Courtesy of Conor Bateman
Supported by UQ Art Museum and Monash University Museum of Art
‘Amarillo Ramp’
Bill Brown & Sabine Gruffat | 2017, 24 minutes
Brown and Gruffat’s film engages with Smithson’s final earthwork, Amarillo Ramp (1973), located in the Panhandle of northwest Texas. Employing filmmaking strategies both responsive to the artwork’s environmental context and informed by Smithson’s own art-making strategies, Amarillo Ramp is an observatory. Here, human interventions, land uses and human scales of space and time are set against geological and cosmic scales.

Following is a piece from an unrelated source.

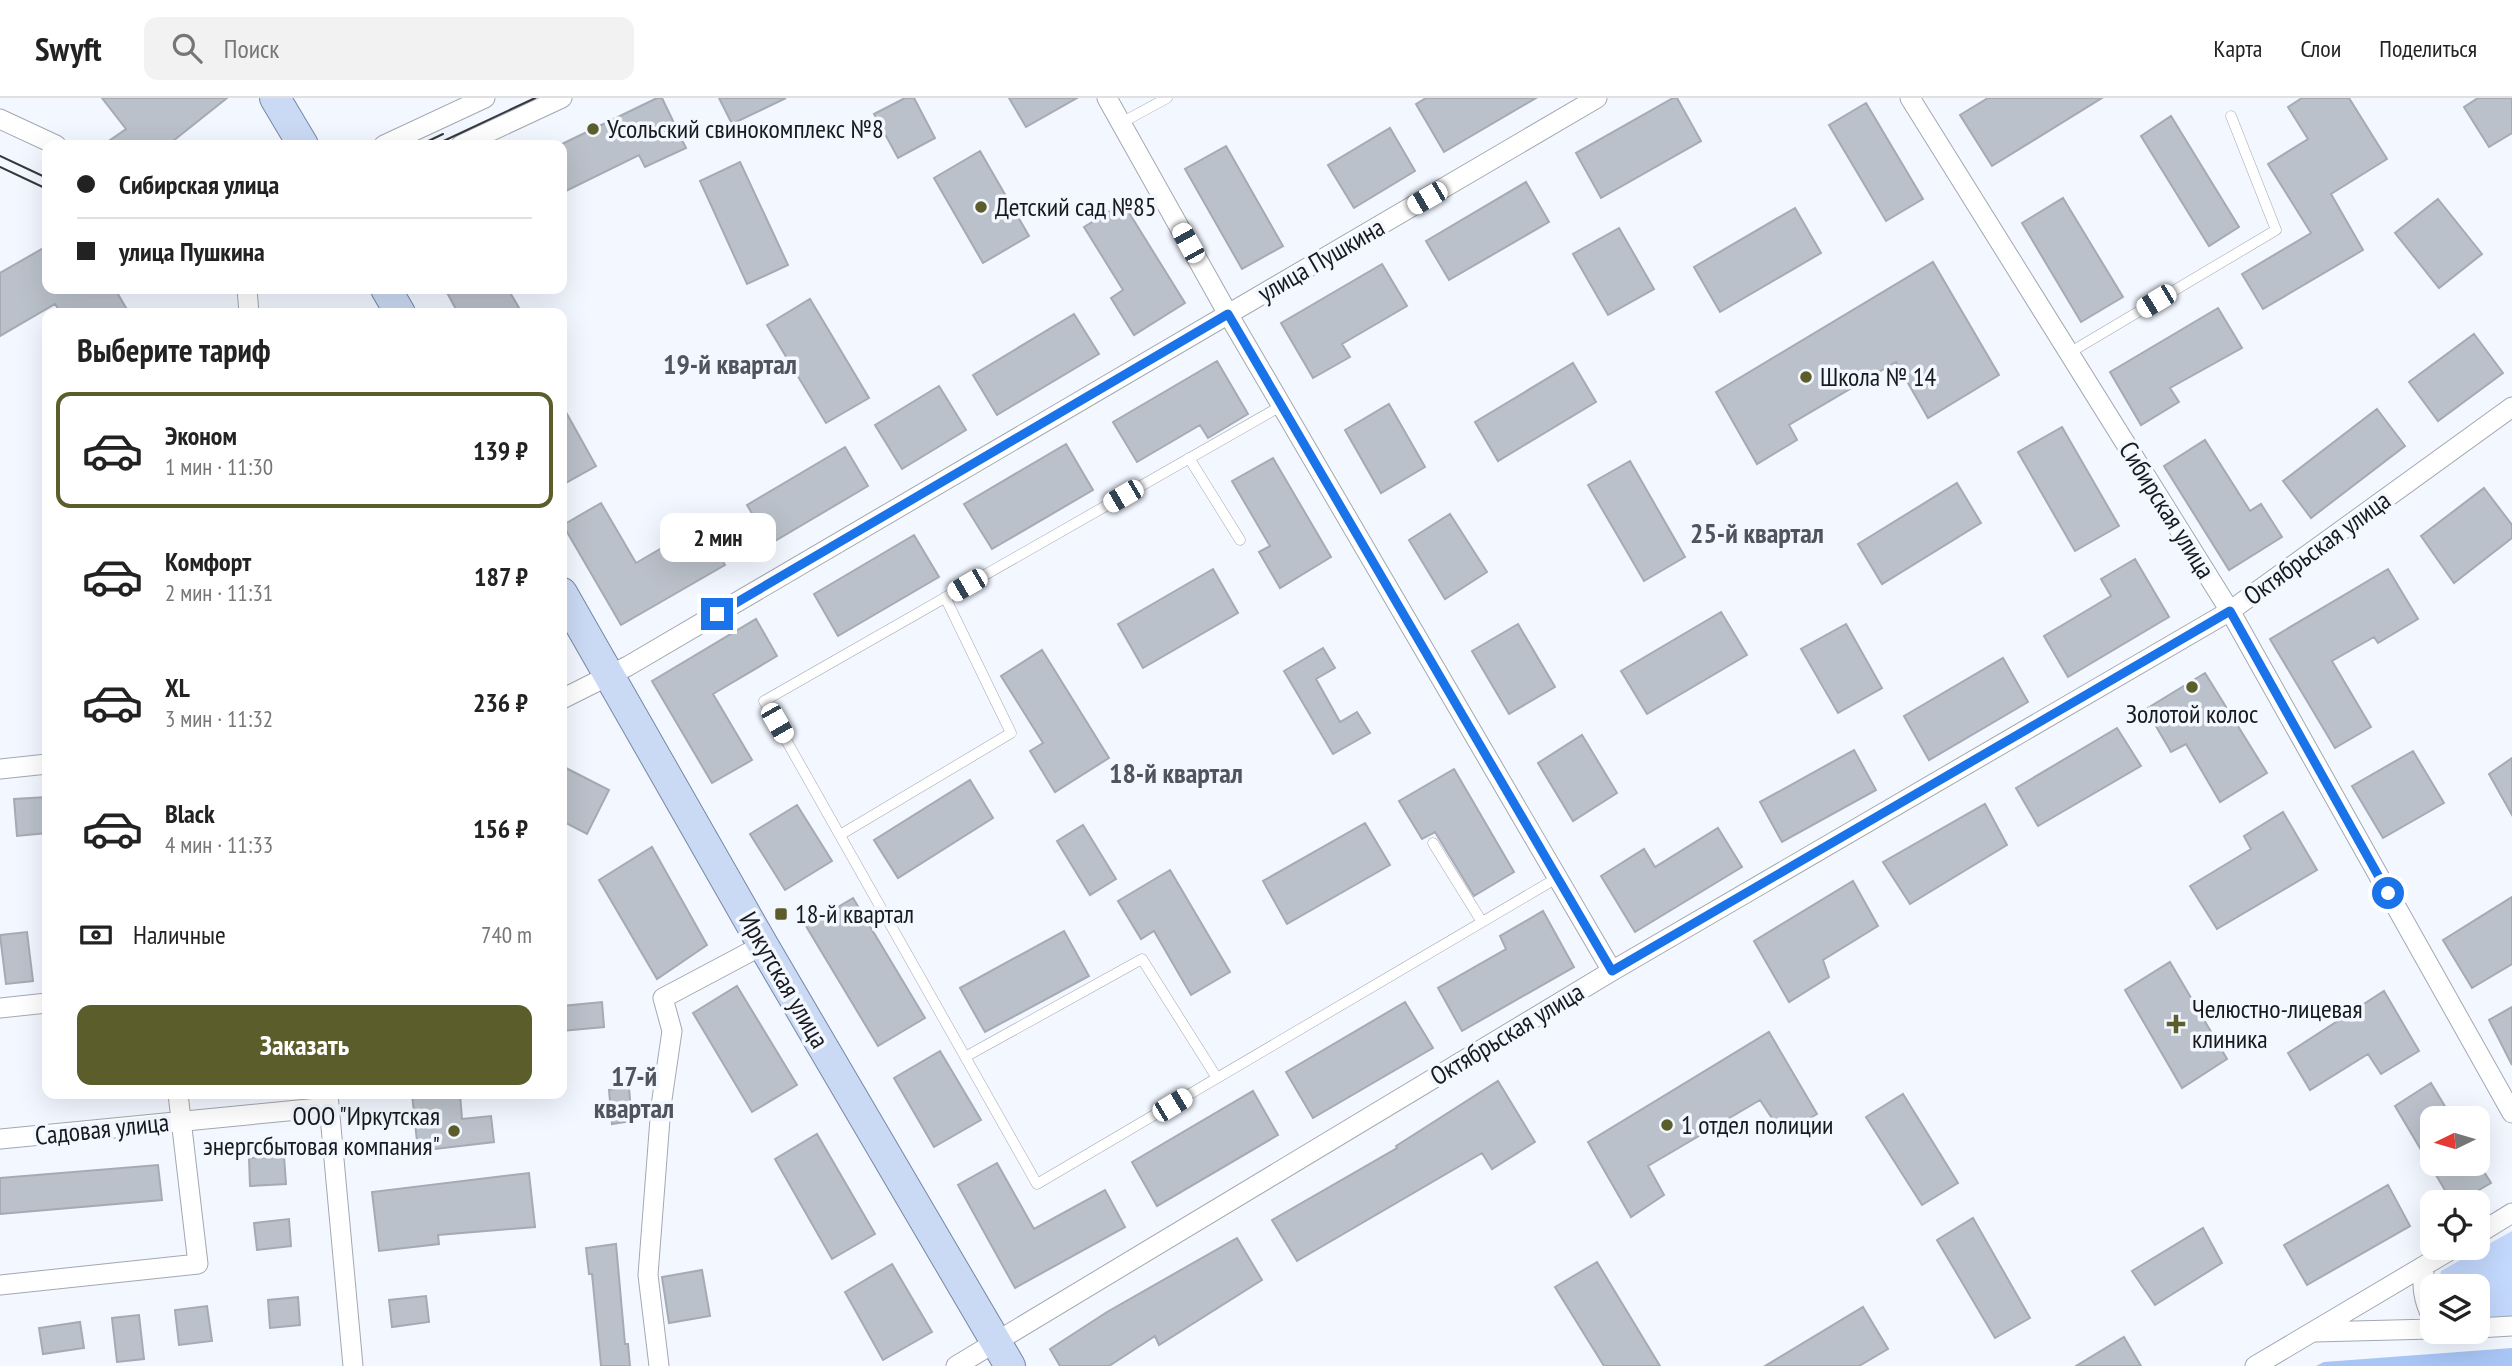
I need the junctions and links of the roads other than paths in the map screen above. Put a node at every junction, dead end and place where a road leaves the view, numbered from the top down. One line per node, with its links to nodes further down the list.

Courtesy of Bill Brown & Sabine Gruffat
Jennifer West
‘Spiral of Time Documentary Film (16mm negative strobe-light double and triple exposed – painted with brine shrimp – dripped, splattered and sprayed with salted liquids: balsamic and red wine vinegar, lemon and lime juice, temporary fluorescent hair dyes – photos from friends Mark Titchner, Karen Russo, Aaron Moulton and Ignacio Uriarte and some google maps- texts by Jwest and Chris Markers’ Sans Soleil script -shot by Peter West, strobed by Jwest, hands by Ariel West, telecine by Tom Sartori)’
2013, 9 minutes, 1 second
Courtesy of Jennifer West
16mm negative transferred to high-definition
Commissioned by Utah Museum of Contemporary Art
‘Measuring Change’
James Benning | 2016, 61 minutes
Towards the end of 2015, James Benning made one of his occasional expeditions to Utah, to the place where Robert Smithson’s colossal land-sculpture Spiral Jetty (1970) extends out into the Great Salt Lake. The water level was low, leaving the vast bulk of the Jetty exposed in the crisp air. His film measuring change captures two thirty-minute periods of that particular day, in the unblinking, unmoving takes that have become his trademark––beginning at 8:57am and 3:12pm respectively. A belated digital companion piece to his 16mm masterpiece casting a glance (2007), this new film hypnotically contemplates Smithson’s artwork in relation to its wider environment and to the humans who walk on and around its gargantuan coils.